Try it
Give the number of lines in the records below that include "Caldwell". Reply with that number alone.

───── Data for this task ─────

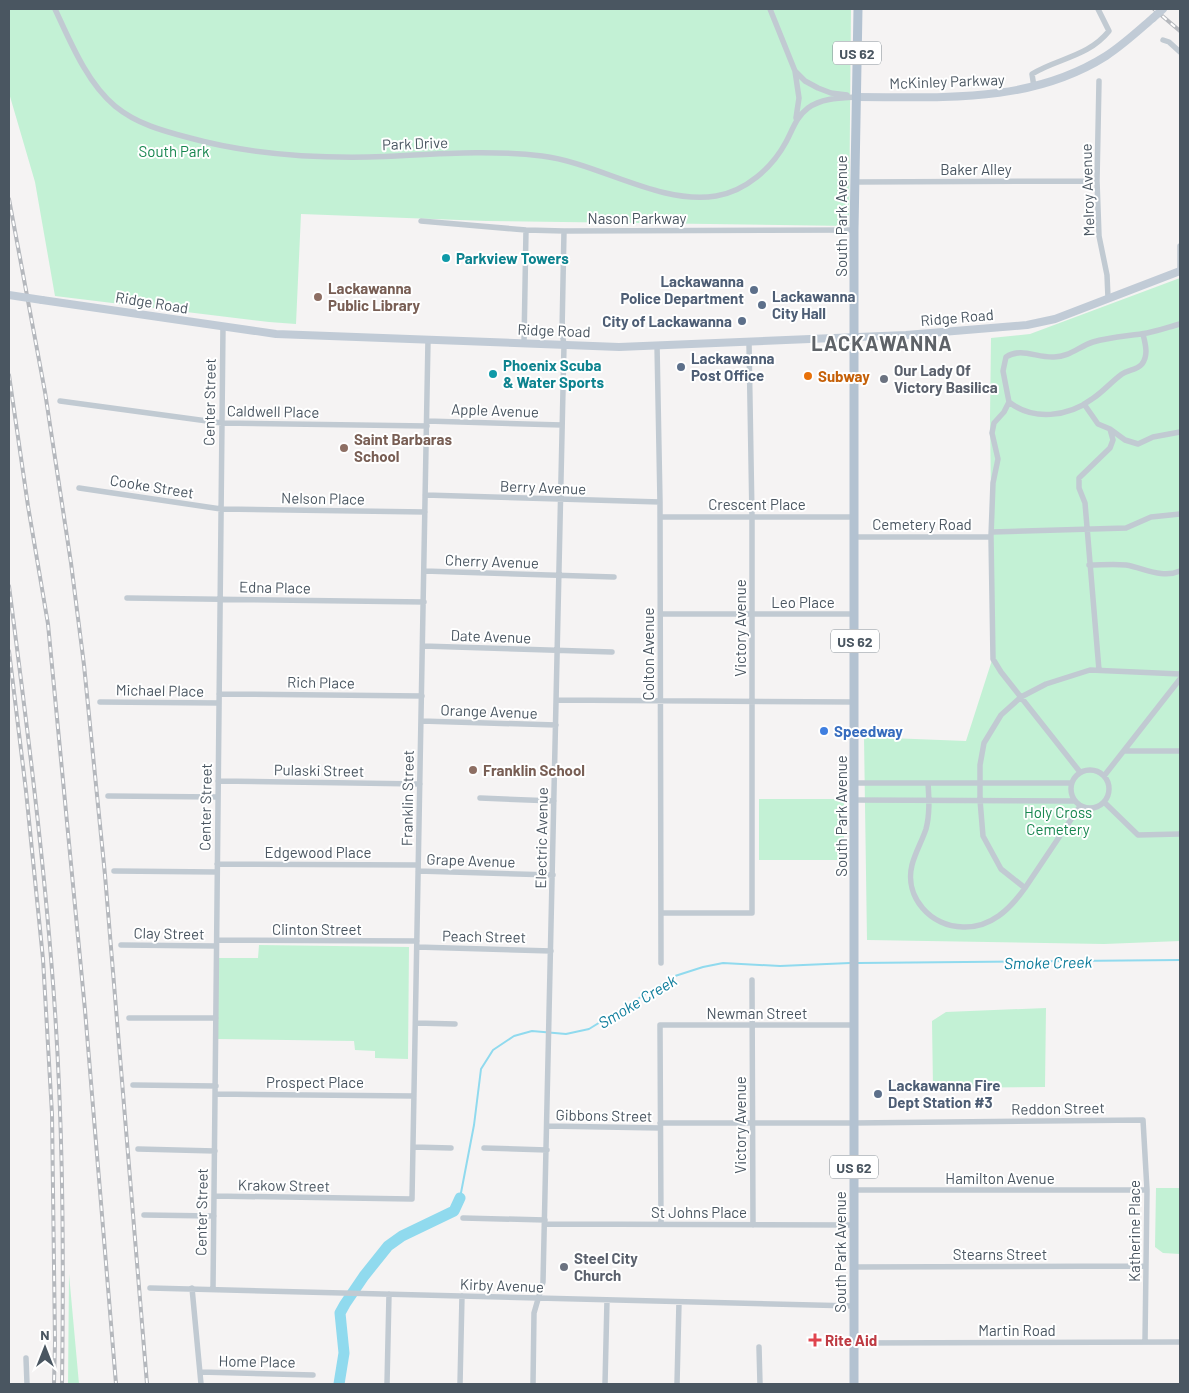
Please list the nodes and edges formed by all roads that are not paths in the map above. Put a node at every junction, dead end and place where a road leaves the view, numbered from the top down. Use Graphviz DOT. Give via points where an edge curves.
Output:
graph roads {
  1 [pos="55,9"];
  2 [pos="770,9"];
  3 [pos="858,9"];
  4 [pos="1098,9"];
  5 [pos="1163,9"];
  6 [pos="1163,40"];
  7 [pos="1180,52"];
  8 [pos="795,71"];
  9 [pos="1099,81"];
  10 [pos="1034,87"];
  11 [pos="857,97"];
  12 [pos="796,118"];
  13 [pos="1097,181"];
  14 [pos="855,182"];
  15 [pos="421,221"];
  16 [pos="526,230"];
  17 [pos="854,230"];
  18 [pos="564,231"];
  19 [pos="1180,246"];
  20 [pos="1180,271"];
  21 [pos="9,295"];
  22 [pos="1108,298"];
  23 [pos="1180,324"];
  24 [pos="223,326"];
  25 [pos="1143,334"];
  26 [pos="855,338"];
  27 [pos="428,340"];
  28 [pos="524,343"];
  29 [pos="749,343"];
  30 [pos="564,345"];
  31 [pos="657,345"];
  32 [pos="60,401"];
  33 [pos="1009,402"];
  34 [pos="1084,404"];
  35 [pos="222,423"];
  36 [pos="427,423"];
  37 [pos="562,425"];
  38 [pos="1110,429"];
  39 [pos="1180,432"];
  40 [pos="79,488"];
  41 [pos="426,495"];
  42 [pos="561,500"];
  43 [pos="660,502"];
  44 [pos="221,509"];
  45 [pos="425,512"];
  46 [pos="1180,514"];
  47 [pos="660,517"];
  48 [pos="752,517"];
  49 [pos="854,517"];
  50 [pos="1086,528"];
  51 [pos="991,535"];
  52 [pos="855,537"];
  53 [pos="1089,566"];
  54 [pos="424,571"];
  55 [pos="1180,571"];
  56 [pos="559,576"];
  57 [pos="614,577"];
  58 [pos="127,598"];
  59 [pos="220,599"];
  60 [pos="424,602"];
  61 [pos="661,614"];
  62 [pos="752,614"];
  63 [pos="855,614"];
  64 [pos="423,646"];
  65 [pos="558,651"];
  66 [pos="612,652"];
  67 [pos="1099,670"];
  68 [pos="1180,674"];
  69 [pos="1180,679"];
  70 [pos="219,694"];
  71 [pos="422,696"];
  72 [pos="1021,697"];
  73 [pos="556,700"];
  74 [pos="661,701"];
  75 [pos="752,701"];
  76 [pos="100,702"];
  77 [pos="855,702"];
  78 [pos="219,703"];
  79 [pos="421,722"];
  80 [pos="556,725"];
  81 [pos="1124,751"];
  82 [pos="1180,751"];
  83 [pos="1080,772"];
  84 [pos="1104,776"];
  85 [pos="218,781"];
  86 [pos="928,783"];
  87 [pos="980,783"];
  88 [pos="1072,783"];
  89 [pos="420,784"];
  90 [pos="855,784"];
  91 [pos="108,796"];
  92 [pos="218,797"];
  93 [pos="480,798"];
  94 [pos="855,800"];
  95 [pos="929,800"];
  96 [pos="980,800"];
  97 [pos="554,801"];
  98 [pos="1104,802"];
  99 [pos="1078,803"];
  100 [pos="1180,834"];
  101 [pos="217,864"];
  102 [pos="418,868"];
  103 [pos="114,871"];
  104 [pos="217,872"];
  105 [pos="553,875"];
  106 [pos="1025,888"];
  107 [pos="661,913"];
  108 [pos="216,943"];
  109 [pos="417,944"];
  110 [pos="121,945"];
  111 [pos="551,950"];
  112 [pos="661,963"];
  113 [pos="752,980"];
  114 [pos="129,1018"];
  115 [pos="216,1018"];
  116 [pos="416,1023"];
  117 [pos="455,1024"];
  118 [pos="752,1025"];
  119 [pos="854,1025"];
  120 [pos="133,1085"];
  121 [pos="216,1086"];
  122 [pos="216,1094"];
  123 [pos="414,1096"];
  124 [pos="1143,1120"];
  125 [pos="753,1123"];
  126 [pos="854,1123"];
  127 [pos="547,1126"];
  128 [pos="660,1126"];
  129 [pos="413,1147"];
  130 [pos="451,1148"];
  131 [pos="484,1148"];
  132 [pos="138,1149"];
  133 [pos="547,1150"];
  134 [pos="215,1151"];
  135 [pos="854,1190"];
  136 [pos="1147,1190"];
  137 [pos="214,1196"];
  138 [pos="354,1198"];
  139 [pos="144,1215"];
  140 [pos="214,1216"];
  141 [pos="463,1218"];
  142 [pos="545,1222"];
  143 [pos="661,1224"];
  144 [pos="753,1225"];
  145 [pos="854,1225"];
  146 [pos="1146,1266"];
  147 [pos="854,1268"];
  148 [pos="150,1288"];
  149 [pos="192,1288"];
  150 [pos="213,1288"];
  151 [pos="390,1294"];
  152 [pos="462,1296"];
  153 [pos="538,1298"];
  154 [pos="607,1300"];
  155 [pos="679,1302"];
  156 [pos="854,1306"];
  157 [pos="1145,1342"];
  158 [pos="1180,1342"];
  159 [pos="854,1343"];
  160 [pos="759,1347"];
  161 [pos="26,1358"];
  162 [pos="200,1372"];
  163 [pos="313,1375"];
  164 [pos="27,1384"];
  165 [pos="201,1384"];
  166 [pos="388,1384"];
  167 [pos="460,1384"];
  168 [pos="532,1384"];
  169 [pos="605,1384"];
  170 [pos="677,1384"];
  171 [pos="760,1384"];
  172 [pos="854,1384"];
  1 -- 12 [label="street, Park Drive" via="88,73 114,105 150,126 207,143 252,150 327,157 541,156 565,160 648,188 702,197 730,192 757,178 780,152"];
  2 -- 8 [label="street, Park Drive"];
  3 -- 11 [label="main road, South Park Avenue / US 62"];
  4 -- 10 [label="street" via="1109,31 1092,47 1032,74"];
  5 -- 10 [label="main road, McKinley Parkway, bridge" via="1098,61"];
  6 -- 7 [label="street"];
  8 -- 11 [label="street, Park Drive" via="805,82 818,88"];
  8 -- 12 [label="street, Park Drive" via="800,98"];
  9 -- 13 [label="street, Melroy Avenue"];
  10 -- 11 [label="main road, McKinley Parkway" via="983,96"];
  11 -- 12 [label="street" via="820,102"];
  11 -- 14 [label="main road, South Park Avenue / US 62"];
  13 -- 14 [label="street, Baker Alley"];
  13 -- 22 [label="street, Melroy Avenue" via="1099,236"];
  14 -- 17 [label="main road, South Park Avenue / US 62"];
  15 -- 16 [label="street, Nason Parkway"];
  16 -- 18 [label="street, Nason Parkway"];
  16 -- 28 [label="street"];
  17 -- 18 [label="street, Nason Parkway"];
  17 -- 26 [label="main road, South Park Avenue / US 62"];
  18 -- 30 [label="street, Electric Avenue"];
  19 -- 20 [label="street"];
  20 -- 22 [label="main road, Ridge Road"];
  21 -- 24 [label="main road, Ridge Road, bridge"];
  22 -- 26 [label="main road, Ridge Road" via="1027,325"];
  23 -- 25 [label="street"];
  24 -- 27 [label="main road, Ridge Road" via="276,334"];
  24 -- 35 [label="street, Center Street"];
  25 -- 33 [label="street" via="1092,342 1072,353 1054,357 1012,353 1006,357 1003,371"];
  25 -- 34 [label="street" via="1146,353 1143,363 1124,372"];
  26 -- 29 [label="main road, Ridge Road"];
  26 -- 49 [label="main road, South Park Avenue / US 62"];
  27 -- 28 [label="main road, Ridge Road"];
  27 -- 36 [label="street, Franklin Street"];
  28 -- 30 [label="main road, Ridge Road"];
  29 -- 31 [label="main road, Ridge Road"];
  29 -- 48 [label="street, Victory Avenue"];
  30 -- 31 [label="main road, Ridge Road"];
  30 -- 37 [label="street, Electric Avenue"];
  31 -- 43 [label="street, Colton Avenue"];
  32 -- 35 [label="street, Caldwell Place"];
  33 -- 34 [label="street" via="1016,408 1043,415 1053,415"];
  33 -- 51 [label="street" via="994,423 992,433 998,459 993,484"];
  34 -- 38 [label="street" via="1098,424"];
  35 -- 36 [label="street, Caldwell Place"];
  35 -- 44 [label="street, Center Street"];
  36 -- 37 [label="street, Apple Avenue"];
  36 -- 41 [label="street, Franklin Street"];
  37 -- 42 [label="street, Electric Avenue"];
  38 -- 39 [label="street" via="1125,440 1138,444 1153,437"];
  38 -- 50 [label="street" via="1113,440 1110,448 1079,478"];
  40 -- 44 [label="street, Cooke Street"];
  41 -- 42 [label="street, Berry Avenue"];
  41 -- 45 [label="street, Franklin Street"];
  42 -- 43 [label="street, Berry Avenue"];
  42 -- 56 [label="street, Electric Avenue"];
  43 -- 47 [label="street, Colton Avenue"];
  44 -- 45 [label="street, Nelson Place"];
  44 -- 59 [label="street, Center Street"];
  45 -- 54 [label="street, Franklin Street"];
  46 -- 50 [label="street, Cemetery Road" via="1151,517 1126,528"];
  47 -- 48 [label="street, Crescent Place"];
  47 -- 61 [label="street, Colton Avenue"];
  48 -- 49 [label="street, Crescent Place"];
  48 -- 62 [label="street, Victory Avenue"];
  49 -- 52 [label="main road, South Park Avenue / US 62"];
  50 -- 51 [label="street, Cemetery Road"];
  50 -- 53 [label="street"];
  51 -- 52 [label="street, Cemetery Road"];
  51 -- 72 [label="street" via="992,659"];
  52 -- 63 [label="main road, South Park Avenue / US 62"];
  53 -- 55 [label="street" via="1125,565 1162,574"];
  53 -- 67 [label="street"];
  54 -- 56 [label="street, Cherry Avenue"];
  54 -- 60 [label="street, Franklin Street"];
  56 -- 57 [label="street, Cherry Avenue"];
  56 -- 65 [label="street, Electric Avenue"];
  58 -- 59 [label="street, Edna Place"];
  59 -- 60 [label="street, Edna Place"];
  59 -- 70 [label="street, Center Street"];
  60 -- 64 [label="street, Franklin Street"];
  61 -- 62 [label="street, Leo Place"];
  61 -- 74 [label="street, Colton Avenue"];
  62 -- 63 [label="street, Leo Place"];
  62 -- 75 [label="street, Victory Avenue"];
  63 -- 77 [label="main road, South Park Avenue / US 62"];
  64 -- 65 [label="street, Date Avenue"];
  64 -- 71 [label="street, Franklin Street"];
  65 -- 66 [label="street, Date Avenue"];
  65 -- 73 [label="street, Electric Avenue"];
  67 -- 68 [label="street"];
  67 -- 72 [label="street" via="1046,684"];
  69 -- 81 [label="street"];
  70 -- 71 [label="street, Rich Place"];
  70 -- 78 [label="street, Center Street"];
  71 -- 79 [label="street, Franklin Street"];
  72 -- 83 [label="street"];
  72 -- 87 [label="street" via="1001,715 984,743"];
  73 -- 74 [label="street"];
  73 -- 80 [label="street, Electric Avenue"];
  74 -- 75 [label="street"];
  74 -- 107 [label="street, Colton Avenue"];
  75 -- 77 [label="street"];
  75 -- 107 [label="street, Victory Avenue" via="752,912"];
  76 -- 78 [label="street, Michael Place"];
  77 -- 90 [label="main road, South Park Avenue / US 62"];
  78 -- 85 [label="street, Center Street"];
  79 -- 80 [label="street, Orange Avenue"];
  79 -- 89 [label="street, Franklin Street"];
  80 -- 97 [label="street, Electric Avenue"];
  81 -- 82 [label="street"];
  81 -- 84 [label="street"];
  83 -- 84 [label="street" via="1093,770"];
  83 -- 88 [label="street"];
  84 -- 98 [label="street" via="1110,788"];
  85 -- 89 [label="street, Pulaski Street"];
  85 -- 92 [label="street, Center Street"];
  86 -- 87 [label="street"];
  86 -- 90 [label="street"];
  86 -- 95 [label="street"];
  87 -- 88 [label="street"];
  87 -- 96 [label="street"];
  88 -- 99 [label="street" via="1072,795"];
  89 -- 102 [label="street, Franklin Street"];
  90 -- 94 [label="main road, South Park Avenue / US 62"];
  91 -- 92 [label="street"];
  92 -- 101 [label="street, Center Street"];
  93 -- 97 [label="street"];
  94 -- 95 [label="street"];
  94 -- 119 [label="main road, South Park Avenue / US 62"];
  95 -- 96 [label="street"];
  95 -- 106 [label="street" via="926,830 912,866 912,885 918,903 928,915 961,927 985,924 1011,906"];
  96 -- 99 [label="street"];
  96 -- 106 [label="street" via="983,836 1001,869"];
  97 -- 105 [label="street, Electric Avenue"];
  98 -- 99 [label="street" via="1091,808"];
  98 -- 100 [label="street" via="1138,835"];
  99 -- 106 [label="street"];
  101 -- 102 [label="street, Edgewood Place"];
  101 -- 104 [label="street, Center Street"];
  102 -- 105 [label="street, Grape Avenue"];
  102 -- 109 [label="street, Franklin Street"];
  103 -- 104 [label="street"];
  104 -- 108 [label="street, Center Street"];
  105 -- 111 [label="street, Electric Avenue"];
  107 -- 112 [label="street, Colton Avenue"];
  108 -- 109 [label="street, Clinton Street"];
  108 -- 110 [label="street, Clay Street"];
  108 -- 115 [label="street, Center Street"];
  109 -- 111 [label="street, Peach Street"];
  109 -- 116 [label="street, Franklin Street"];
  111 -- 127 [label="street, Electric Avenue"];
  113 -- 118 [label="street, Victory Avenue"];
  114 -- 115 [label="street"];
  115 -- 121 [label="street, Center Street"];
  116 -- 117 [label="street"];
  116 -- 123 [label="street, Franklin Street"];
  118 -- 119 [label="street, Newman Street"];
  118 -- 125 [label="street, Victory Avenue"];
  118 -- 128 [label="street, Newman Street" via="660,1025"];
  119 -- 126 [label="main road, South Park Avenue / US 62"];
  120 -- 121 [label="street"];
  121 -- 122 [label="street, Center Street"];
  122 -- 123 [label="street, Prospect Place"];
  122 -- 134 [label="street, Center Street"];
  123 -- 129 [label="street, Franklin Street"];
  124 -- 126 [label="street, Reddon Street"];
  124 -- 136 [label="street, Katherine Place"];
  125 -- 126 [label="street, Gibbons Street"];
  125 -- 128 [label="street, Gibbons Street"];
  125 -- 144 [label="street, Victory Avenue"];
  126 -- 135 [label="main road, South Park Avenue / US 62"];
  127 -- 128 [label="street, Gibbons Street"];
  127 -- 133 [label="street, Electric Avenue"];
  128 -- 143 [label="street"];
  129 -- 130 [label="street"];
  129 -- 138 [label="street, Franklin Street" via="412,1199"];
  131 -- 133 [label="street"];
  132 -- 134 [label="street"];
  133 -- 142 [label="street, Electric Avenue"];
  134 -- 137 [label="street, Center Street"];
  135 -- 136 [label="street, Hamilton Avenue"];
  135 -- 145 [label="main road, South Park Avenue / US 62"];
  136 -- 146 [label="street, Katherine Place"];
  137 -- 138 [label="street, Krakow Street"];
  137 -- 140 [label="street, Center Street"];
  139 -- 140 [label="street"];
  140 -- 150 [label="street, Center Street"];
  141 -- 142 [label="street, St Johns Place"];
  142 -- 143 [label="street, St Johns Place"];
  142 -- 153 [label="street, Electric Avenue" via="543,1282"];
  143 -- 144 [label="street, St Johns Place"];
  144 -- 145 [label="street, St Johns Place"];
  145 -- 147 [label="main road, South Park Avenue / US 62"];
  146 -- 147 [label="street, Stearns Street"];
  146 -- 157 [label="street, Katherine Place"];
  147 -- 156 [label="main road, South Park Avenue / US 62"];
  148 -- 149 [label="street, Kirby Avenue"];
  149 -- 150 [label="street, Kirby Avenue"];
  149 -- 162 [label="street"];
  150 -- 151 [label="street, Kirby Avenue"];
  151 -- 152 [label="street, Kirby Avenue"];
  151 -- 166 [label="street"];
  152 -- 153 [label="street, Kirby Avenue"];
  152 -- 167 [label="street"];
  153 -- 154 [label="street, Kirby Avenue"];
  153 -- 168 [label="street, Electric Avenue" via="534,1313"];
  154 -- 155 [label="street, Kirby Avenue"];
  154 -- 169 [label="street"];
  155 -- 156 [label="street, Kirby Avenue"];
  155 -- 170 [label="street"];
  156 -- 159 [label="main road, South Park Avenue / US 62"];
  157 -- 158 [label="street, Martin Road"];
  157 -- 159 [label="street, Martin Road"];
  159 -- 172 [label="main road, South Park Avenue / US 62"];
  160 -- 171 [label="street"];
  161 -- 164 [label="street"];
  162 -- 163 [label="street, Home Place"];
  162 -- 165 [label="street"];
}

─────

Solution for this task
2